Matrix M has three rows and three columns, and the columns form an orthonormal basis. One of the columns is [2/7,3/7,6/7], and another is [6/7, 2/7, -3/7]. Let the third column be [x,y,z]. Since the length of the vector [x,y,z] must be 1, there is a constraint that x2+y2+z2 = 1. However, there are other constraints, and these other constraints can be used to deduce facts about the ratios among x, y, and z. Compute these ratios, and then identify one of them in the list below.

I viewed the Khan academy course.

But the credit for the Matlab code goes to Vladd. I didn’t follow his explanation but the Khan academy course helped.I used the Matlab online compiler to test Vladd’s code and ported it to R.

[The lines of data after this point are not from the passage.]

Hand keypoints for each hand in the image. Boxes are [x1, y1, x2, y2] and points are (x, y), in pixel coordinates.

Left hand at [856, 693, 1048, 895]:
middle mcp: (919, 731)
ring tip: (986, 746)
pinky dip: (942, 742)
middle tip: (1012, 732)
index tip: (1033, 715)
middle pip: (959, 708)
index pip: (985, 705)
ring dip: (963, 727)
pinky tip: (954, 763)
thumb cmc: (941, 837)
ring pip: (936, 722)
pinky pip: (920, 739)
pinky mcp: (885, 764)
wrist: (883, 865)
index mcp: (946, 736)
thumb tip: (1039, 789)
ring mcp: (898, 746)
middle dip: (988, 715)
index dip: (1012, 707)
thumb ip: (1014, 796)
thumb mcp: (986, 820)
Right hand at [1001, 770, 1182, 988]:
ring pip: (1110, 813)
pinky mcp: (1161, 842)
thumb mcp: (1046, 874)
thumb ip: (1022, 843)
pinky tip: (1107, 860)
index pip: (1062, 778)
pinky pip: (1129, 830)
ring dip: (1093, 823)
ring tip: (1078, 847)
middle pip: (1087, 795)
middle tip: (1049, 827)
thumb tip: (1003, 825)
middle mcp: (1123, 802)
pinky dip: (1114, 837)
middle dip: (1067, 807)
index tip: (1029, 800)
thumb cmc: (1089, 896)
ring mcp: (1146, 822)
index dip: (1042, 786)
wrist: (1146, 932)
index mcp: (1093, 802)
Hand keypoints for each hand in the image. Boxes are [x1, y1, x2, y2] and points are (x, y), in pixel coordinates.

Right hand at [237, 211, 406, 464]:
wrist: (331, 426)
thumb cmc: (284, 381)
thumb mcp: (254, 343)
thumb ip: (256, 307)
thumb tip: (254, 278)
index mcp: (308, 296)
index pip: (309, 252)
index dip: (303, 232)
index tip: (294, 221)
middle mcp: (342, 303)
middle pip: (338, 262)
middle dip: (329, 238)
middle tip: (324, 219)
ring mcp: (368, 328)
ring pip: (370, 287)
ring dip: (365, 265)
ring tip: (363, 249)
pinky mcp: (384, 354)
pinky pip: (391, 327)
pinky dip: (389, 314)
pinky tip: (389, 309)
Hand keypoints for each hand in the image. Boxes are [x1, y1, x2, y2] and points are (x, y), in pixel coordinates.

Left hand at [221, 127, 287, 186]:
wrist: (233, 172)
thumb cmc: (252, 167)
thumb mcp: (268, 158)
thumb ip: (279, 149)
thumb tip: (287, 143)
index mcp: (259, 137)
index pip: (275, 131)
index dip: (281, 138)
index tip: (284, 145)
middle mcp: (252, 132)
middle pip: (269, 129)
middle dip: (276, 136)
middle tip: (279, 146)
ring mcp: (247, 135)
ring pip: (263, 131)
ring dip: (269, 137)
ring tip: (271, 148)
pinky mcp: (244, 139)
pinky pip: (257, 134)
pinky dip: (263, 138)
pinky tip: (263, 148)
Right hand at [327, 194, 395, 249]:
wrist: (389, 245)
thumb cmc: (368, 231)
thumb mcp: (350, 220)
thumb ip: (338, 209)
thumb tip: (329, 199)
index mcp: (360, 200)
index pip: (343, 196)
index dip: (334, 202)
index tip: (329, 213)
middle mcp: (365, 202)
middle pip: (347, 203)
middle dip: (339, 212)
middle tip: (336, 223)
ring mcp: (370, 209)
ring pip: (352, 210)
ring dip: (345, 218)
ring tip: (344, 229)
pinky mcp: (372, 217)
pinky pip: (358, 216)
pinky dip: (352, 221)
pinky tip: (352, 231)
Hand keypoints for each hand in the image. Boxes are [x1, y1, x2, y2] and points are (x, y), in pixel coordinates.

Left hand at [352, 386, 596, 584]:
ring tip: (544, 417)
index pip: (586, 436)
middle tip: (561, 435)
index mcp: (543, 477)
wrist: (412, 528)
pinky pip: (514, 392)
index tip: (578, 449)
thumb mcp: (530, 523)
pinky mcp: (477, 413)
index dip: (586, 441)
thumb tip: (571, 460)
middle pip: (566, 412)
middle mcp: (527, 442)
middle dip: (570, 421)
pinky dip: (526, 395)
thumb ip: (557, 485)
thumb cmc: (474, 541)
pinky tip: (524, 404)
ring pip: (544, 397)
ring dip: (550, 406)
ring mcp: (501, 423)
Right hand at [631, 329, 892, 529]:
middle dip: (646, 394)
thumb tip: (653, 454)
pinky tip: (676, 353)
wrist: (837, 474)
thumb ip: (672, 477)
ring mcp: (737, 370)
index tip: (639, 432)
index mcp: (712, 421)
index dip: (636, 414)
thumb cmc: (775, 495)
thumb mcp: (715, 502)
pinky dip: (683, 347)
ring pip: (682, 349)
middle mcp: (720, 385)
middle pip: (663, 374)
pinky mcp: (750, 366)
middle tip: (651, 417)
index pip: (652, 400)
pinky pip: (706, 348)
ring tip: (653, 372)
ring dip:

I can’t believe the for and if loops in the R code took a full day to debug.


# TODO: Add comment
# 
# Author: radhakrishnan
###############################################################################


        A =  matrix(c(2/7,3/7,6/7,6/7,2/7,-3/7,1,2,3),ncol=3,nrow=3)
		r = dim( A)[[1]];
		c = dim( A)[[2]];
		print(A)
		
		Q = matrix(c(0,0,0,0,0,0,0,0,0),ncol=3,nrow=3)
		for (j in 1:3){

			u = matrix(A[ ,j  ]);
	
			if( j - 1 != 0 ){
				for(i in 1:(j - 1)){
				    e = Q[,i]
					a = as.matrix(A[,j])
					p = (t(e) %*% a) / (t(e) %*% e) * e;
					u = u - p
		        }
			}
           # normalize it to length of 1 and store it
			Q[,j] = u / sqrt(u[1,1]^2 + u[2,1]^2 + u[3,1]^2);
			print(Q)
		}

The result is this. The last column is what I want and that satisfies all constraints.

Orthonormality

\begin{pmatrix}  0.2857143& 0.8571429& -0.4285714\\  0.4285714& -0.2857143& 0.8571429\\  0.8571429& -0.4285714& -0.2857143\\  \end{pmatrix}

I will check-in the R code into my Git repository.